И одобрительно улыбнулся, когда Иван вместо обычного «постараюсь», коротко бросил: «Да».

Хотя Иван по-прежнему мечтал о танке, бронепоезд ему понравился. На его четырёх бронеплощадки было установлено большое количество вооружения, позволяющего вести интенсивный бой и с наземным, и с воздушным противником. Бронепоезд имел два 75-мм французских орудия, каждое из которых было установлено в башенках бронеплощадок, 25-мм автоматическую советскую зенитную пушку образца 1940 года, три станковых крупнокалиберных 12,7-мм пулеметы ДШК, семь бортовых 7,62-мм пулемёта ДТ и 5 пулеметов «Браунинг» на треногах.

Огорчило Ивана лишь то, что в качестве личного оружия ему выдали некрасивую, похожую на длинную палку 6,5-мм японскую винтовку.

Что касается бойцов 1-й бронеплощадки лейтенанта Уварова, где стоял его пулемёт, Иван решил вести себя с ними по-дружески, так как все они вскоре должны были вместе с ним воевать.

От своих новых товарищей, Иван узнал, что кроме «Южноуральского железнодорожника», на станционных путях в Мармыжах находились ещё два бронепоезда – «За Родину» и «Смерть фашизму». Но эти были лишь артиллерийскими и не обладали сильной системой ПВО. По поводу же 14-й танковой бригады, Ивану рассказали, что её 531-й танковый батальон встал на позиции у Мармыжей в поселке Ленинский, а 530-й находится севернее, вместе с моторизованным стрелково–пулемётным батальоном.

Ивана вполне устроило то, что, кроме как по делу, никто на бронепоезде к нему не обращался. Все были заняты чисткой орудий и личного оружия, проверкой боеприпасов, хозяйственными работами, и главное, непрерывными учениями, устраиваемыми командиром бронепоезда старшим лейтенантом Орловым и комиссаром Горкушенко. Лишь один раз перед вечерним отбоем, когда на 1-ю бронеплощадку с проверкой явился командир зенитного взвода лейтенант Закаев, он по завершении осмотра оружия неожиданно спросил Ивана, окинув его с ног до головы быстрым взглядом, сможет ли он сбить хотя бы один фашистский самолёт? «Собью столько, сколько смогу, – спокойно ответил Иван, не опуская глаз. – Они пришли нас убивать – поэтому умрут сами!». Ответ удивил не только Закаева, но и всех стоявших рядом бойцов – однако, никто и после этого с душевными разговорами к Ивану не приставал.

Когда в ночь на 28 июня экипаж бронепоезда был поднят по тревоге, вдали на западе уже грохотало; вдоль всей линии горизонта играли огненные всполохи.
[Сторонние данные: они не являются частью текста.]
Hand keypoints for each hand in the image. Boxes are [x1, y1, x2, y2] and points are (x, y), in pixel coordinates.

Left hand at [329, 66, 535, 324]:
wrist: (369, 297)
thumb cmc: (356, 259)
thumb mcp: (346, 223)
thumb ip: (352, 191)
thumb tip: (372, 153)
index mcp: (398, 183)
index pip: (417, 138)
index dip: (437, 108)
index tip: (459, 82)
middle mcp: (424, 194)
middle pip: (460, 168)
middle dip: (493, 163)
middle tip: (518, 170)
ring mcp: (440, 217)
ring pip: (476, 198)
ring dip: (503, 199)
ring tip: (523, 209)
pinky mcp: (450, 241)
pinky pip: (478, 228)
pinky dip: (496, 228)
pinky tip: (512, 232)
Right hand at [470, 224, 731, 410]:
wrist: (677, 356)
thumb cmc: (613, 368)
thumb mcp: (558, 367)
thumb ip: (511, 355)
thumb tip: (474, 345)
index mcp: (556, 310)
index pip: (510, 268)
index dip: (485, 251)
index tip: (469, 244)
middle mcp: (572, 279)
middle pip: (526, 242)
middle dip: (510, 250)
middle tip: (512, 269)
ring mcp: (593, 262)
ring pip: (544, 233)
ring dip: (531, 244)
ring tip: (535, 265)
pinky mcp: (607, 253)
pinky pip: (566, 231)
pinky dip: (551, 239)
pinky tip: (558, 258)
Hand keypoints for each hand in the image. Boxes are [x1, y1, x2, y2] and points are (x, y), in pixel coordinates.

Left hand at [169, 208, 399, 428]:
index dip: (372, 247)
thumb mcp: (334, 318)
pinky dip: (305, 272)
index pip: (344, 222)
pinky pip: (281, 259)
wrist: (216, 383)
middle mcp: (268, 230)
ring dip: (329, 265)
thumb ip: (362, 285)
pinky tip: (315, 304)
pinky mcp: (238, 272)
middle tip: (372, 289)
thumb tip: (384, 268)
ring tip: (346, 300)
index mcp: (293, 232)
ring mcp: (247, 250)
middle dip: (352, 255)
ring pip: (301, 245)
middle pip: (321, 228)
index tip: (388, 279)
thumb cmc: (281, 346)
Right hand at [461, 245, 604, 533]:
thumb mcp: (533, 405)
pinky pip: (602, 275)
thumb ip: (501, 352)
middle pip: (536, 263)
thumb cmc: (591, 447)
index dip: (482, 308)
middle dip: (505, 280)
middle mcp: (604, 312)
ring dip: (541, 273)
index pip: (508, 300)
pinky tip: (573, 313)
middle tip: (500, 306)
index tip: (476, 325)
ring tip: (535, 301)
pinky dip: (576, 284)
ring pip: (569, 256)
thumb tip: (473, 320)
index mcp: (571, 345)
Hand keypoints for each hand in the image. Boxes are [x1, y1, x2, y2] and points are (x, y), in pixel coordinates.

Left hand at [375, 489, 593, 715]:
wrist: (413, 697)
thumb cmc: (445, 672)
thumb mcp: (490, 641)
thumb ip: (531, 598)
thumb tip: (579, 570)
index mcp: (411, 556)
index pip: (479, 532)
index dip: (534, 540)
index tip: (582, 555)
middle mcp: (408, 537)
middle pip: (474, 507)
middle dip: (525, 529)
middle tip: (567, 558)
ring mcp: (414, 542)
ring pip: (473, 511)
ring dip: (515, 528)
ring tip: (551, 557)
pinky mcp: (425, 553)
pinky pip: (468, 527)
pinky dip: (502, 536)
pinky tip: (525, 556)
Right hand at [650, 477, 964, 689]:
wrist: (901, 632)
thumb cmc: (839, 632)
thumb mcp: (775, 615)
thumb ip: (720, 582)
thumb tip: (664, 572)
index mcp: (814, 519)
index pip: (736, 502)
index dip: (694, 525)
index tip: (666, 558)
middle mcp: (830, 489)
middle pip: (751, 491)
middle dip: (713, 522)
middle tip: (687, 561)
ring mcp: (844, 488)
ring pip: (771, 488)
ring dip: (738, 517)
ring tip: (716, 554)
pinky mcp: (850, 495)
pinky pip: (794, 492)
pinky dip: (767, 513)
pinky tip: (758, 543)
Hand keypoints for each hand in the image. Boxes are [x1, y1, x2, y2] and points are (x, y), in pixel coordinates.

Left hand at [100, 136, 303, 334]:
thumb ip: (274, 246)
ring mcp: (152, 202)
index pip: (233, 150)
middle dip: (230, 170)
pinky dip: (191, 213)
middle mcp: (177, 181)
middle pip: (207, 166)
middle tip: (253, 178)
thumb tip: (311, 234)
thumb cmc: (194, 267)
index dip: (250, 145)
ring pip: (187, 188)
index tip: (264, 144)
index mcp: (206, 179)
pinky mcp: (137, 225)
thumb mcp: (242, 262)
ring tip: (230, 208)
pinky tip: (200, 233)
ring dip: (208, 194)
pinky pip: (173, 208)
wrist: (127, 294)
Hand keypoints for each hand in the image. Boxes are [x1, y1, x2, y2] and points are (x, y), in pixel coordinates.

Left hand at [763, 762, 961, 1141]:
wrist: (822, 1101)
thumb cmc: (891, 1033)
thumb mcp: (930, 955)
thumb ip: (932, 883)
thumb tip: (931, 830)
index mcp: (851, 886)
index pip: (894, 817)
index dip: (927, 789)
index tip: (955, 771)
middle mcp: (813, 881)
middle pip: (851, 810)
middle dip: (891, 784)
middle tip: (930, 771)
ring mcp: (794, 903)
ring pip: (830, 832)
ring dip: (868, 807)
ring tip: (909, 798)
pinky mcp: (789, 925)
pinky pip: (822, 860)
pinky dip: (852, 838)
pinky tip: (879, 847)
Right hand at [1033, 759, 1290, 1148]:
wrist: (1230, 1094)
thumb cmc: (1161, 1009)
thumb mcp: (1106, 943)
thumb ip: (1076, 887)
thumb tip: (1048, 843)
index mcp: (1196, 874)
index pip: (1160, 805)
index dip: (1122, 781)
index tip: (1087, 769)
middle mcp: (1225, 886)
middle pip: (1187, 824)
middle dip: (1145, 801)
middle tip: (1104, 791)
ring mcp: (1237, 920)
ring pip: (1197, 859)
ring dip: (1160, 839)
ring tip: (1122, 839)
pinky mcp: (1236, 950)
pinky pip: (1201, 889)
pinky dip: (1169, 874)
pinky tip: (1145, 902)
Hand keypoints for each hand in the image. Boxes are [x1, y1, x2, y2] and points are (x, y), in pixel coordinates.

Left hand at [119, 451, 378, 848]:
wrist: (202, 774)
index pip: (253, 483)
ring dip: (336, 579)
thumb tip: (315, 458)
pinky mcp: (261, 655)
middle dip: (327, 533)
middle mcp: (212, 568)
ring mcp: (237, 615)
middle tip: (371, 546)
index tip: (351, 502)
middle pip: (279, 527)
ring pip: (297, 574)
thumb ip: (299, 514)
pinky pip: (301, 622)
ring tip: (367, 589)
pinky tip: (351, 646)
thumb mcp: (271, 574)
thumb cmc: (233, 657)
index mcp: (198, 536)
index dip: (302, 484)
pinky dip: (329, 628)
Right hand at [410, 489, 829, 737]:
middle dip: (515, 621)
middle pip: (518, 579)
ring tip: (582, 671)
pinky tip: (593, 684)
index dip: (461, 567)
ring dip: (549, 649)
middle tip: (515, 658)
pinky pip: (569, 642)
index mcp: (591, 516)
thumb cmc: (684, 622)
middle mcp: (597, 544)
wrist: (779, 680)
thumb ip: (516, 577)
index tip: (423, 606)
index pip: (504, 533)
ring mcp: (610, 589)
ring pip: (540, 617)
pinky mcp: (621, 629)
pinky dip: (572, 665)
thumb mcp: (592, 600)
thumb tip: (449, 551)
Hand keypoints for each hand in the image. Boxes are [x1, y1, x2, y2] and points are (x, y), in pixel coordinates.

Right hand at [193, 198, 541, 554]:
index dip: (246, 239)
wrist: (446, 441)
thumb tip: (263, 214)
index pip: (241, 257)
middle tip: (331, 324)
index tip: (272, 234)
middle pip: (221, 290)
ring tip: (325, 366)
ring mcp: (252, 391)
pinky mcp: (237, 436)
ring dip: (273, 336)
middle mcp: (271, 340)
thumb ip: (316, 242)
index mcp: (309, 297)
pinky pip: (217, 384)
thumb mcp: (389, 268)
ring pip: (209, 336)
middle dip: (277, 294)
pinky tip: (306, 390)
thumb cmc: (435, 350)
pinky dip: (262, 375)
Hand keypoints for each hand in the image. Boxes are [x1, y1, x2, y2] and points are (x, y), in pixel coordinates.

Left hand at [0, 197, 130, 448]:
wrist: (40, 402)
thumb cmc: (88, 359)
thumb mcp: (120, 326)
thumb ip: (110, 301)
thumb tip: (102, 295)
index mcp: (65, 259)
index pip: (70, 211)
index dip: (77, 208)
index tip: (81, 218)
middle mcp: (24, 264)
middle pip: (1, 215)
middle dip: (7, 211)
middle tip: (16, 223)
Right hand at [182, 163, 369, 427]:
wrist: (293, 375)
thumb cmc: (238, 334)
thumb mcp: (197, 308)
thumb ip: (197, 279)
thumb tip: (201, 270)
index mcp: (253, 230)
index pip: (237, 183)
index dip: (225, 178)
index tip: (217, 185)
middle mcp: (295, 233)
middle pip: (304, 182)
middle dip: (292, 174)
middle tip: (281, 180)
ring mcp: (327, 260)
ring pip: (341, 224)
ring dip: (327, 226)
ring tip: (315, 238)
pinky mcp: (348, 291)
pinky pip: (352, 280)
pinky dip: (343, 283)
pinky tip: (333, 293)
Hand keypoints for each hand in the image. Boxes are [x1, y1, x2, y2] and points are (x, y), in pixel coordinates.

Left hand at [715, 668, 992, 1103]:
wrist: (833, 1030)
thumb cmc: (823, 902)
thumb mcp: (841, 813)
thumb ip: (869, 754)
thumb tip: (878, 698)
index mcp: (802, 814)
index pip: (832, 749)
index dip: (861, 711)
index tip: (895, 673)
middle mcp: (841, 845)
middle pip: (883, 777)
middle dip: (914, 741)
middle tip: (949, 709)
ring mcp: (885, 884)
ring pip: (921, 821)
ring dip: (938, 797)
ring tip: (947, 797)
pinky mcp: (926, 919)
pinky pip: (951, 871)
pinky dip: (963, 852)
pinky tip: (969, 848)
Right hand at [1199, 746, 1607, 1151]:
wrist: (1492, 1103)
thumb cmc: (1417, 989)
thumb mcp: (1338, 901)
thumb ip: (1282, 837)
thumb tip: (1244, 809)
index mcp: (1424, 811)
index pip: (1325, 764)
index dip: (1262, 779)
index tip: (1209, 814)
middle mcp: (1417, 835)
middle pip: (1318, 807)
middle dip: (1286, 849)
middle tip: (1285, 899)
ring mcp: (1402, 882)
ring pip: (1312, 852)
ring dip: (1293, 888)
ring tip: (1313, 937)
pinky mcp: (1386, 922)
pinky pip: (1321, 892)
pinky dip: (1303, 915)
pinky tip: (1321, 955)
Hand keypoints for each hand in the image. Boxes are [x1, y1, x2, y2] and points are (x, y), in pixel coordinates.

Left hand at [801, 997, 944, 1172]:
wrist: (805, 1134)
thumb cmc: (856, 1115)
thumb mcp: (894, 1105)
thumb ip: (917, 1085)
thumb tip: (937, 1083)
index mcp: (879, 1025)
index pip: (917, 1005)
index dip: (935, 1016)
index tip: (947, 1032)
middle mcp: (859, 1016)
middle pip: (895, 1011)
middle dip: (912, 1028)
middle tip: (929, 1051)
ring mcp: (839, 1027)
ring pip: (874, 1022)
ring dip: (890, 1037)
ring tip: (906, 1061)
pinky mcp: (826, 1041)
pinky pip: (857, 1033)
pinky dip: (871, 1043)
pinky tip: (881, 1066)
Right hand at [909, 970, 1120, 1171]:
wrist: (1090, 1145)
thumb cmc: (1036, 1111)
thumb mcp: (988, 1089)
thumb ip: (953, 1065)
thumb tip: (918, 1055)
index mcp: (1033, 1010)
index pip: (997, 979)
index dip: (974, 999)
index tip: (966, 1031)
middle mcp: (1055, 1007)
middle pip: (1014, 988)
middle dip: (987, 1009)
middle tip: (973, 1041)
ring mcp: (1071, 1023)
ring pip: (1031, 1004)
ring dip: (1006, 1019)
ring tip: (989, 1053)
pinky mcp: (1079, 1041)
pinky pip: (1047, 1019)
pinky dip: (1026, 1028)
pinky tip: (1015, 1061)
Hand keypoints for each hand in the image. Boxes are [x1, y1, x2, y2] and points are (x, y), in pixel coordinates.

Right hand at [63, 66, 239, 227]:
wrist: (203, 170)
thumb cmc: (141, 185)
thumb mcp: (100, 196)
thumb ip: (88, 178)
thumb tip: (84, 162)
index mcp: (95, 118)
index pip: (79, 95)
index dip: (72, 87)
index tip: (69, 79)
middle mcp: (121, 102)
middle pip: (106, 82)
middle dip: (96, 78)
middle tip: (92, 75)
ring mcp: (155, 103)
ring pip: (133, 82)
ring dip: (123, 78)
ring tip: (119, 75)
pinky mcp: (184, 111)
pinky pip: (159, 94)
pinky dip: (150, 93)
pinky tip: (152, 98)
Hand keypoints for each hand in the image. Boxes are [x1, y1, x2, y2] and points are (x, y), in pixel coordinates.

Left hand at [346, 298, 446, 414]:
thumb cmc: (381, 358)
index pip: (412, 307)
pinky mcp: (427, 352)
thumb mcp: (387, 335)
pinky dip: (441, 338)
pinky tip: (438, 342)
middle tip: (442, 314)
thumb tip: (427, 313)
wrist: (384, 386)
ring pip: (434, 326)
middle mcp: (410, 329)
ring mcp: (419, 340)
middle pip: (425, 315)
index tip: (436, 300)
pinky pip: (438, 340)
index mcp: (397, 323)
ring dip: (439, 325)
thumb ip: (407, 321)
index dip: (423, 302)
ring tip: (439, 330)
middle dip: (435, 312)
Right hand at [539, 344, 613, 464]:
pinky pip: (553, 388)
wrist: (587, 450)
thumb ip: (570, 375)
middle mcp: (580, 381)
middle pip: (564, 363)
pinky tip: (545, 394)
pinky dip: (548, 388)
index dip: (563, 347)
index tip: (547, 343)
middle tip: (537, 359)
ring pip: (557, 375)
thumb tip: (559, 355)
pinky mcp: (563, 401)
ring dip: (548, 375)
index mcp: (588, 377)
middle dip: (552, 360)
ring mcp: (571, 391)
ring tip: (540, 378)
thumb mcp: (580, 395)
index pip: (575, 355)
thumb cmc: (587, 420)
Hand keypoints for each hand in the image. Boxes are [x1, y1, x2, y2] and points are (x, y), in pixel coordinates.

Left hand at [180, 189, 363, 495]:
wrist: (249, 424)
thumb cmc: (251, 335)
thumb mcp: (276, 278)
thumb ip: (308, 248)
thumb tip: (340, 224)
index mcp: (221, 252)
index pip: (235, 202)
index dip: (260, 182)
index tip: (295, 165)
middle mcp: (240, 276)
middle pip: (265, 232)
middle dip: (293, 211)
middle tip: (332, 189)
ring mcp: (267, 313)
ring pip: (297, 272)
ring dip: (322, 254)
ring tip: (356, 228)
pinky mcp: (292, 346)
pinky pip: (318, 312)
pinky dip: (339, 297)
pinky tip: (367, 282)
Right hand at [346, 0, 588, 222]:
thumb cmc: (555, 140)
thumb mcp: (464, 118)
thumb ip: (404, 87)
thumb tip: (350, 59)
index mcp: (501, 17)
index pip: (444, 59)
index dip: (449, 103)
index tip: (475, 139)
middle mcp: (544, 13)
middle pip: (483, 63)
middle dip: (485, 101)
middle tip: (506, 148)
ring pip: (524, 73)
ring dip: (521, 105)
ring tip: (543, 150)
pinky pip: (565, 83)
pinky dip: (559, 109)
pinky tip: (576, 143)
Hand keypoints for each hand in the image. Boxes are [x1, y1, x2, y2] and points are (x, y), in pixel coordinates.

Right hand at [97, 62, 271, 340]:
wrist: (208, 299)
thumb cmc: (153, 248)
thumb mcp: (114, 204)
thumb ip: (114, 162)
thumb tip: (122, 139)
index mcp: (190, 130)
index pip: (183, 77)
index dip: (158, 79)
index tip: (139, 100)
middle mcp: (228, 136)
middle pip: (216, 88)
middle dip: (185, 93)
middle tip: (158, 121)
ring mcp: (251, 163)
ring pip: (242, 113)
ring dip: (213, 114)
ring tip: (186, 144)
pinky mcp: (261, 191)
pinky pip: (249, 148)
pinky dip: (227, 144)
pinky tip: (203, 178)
Иван с трудом сдерживая нетерпение, добежал до своего пулемёта и, морщась из-за нервных вскриков командира бронеплощадки лейтенанта Уварова «Орудия готовь!», принялся быстрыми, точными движениями заряжать ленту в пулёмёт. Затем он обнял ДШК одной рукой и застыл так в ожидании боя.

По приказанию старшего лейтенанта Орлова, бронепоезд начал медленно маневрировать в западном направлении, чтобы утром, когда начнутся авианалёты, встретить вражеские самолёты перед станцией. Два других бронепоезда, находившихся на станции Мармыжи, остались на месте.

Несколько часов стояли бойцы у орудий и пулемётов, готовые в любой момент открыть огонь. Ночной бомбардировки никто не ждал, однако, всем было известно, как опасно подпустить к поезду диверсантов, которые одной толовой шашкой могут взорвать под ним рельс и этим его обездвижить.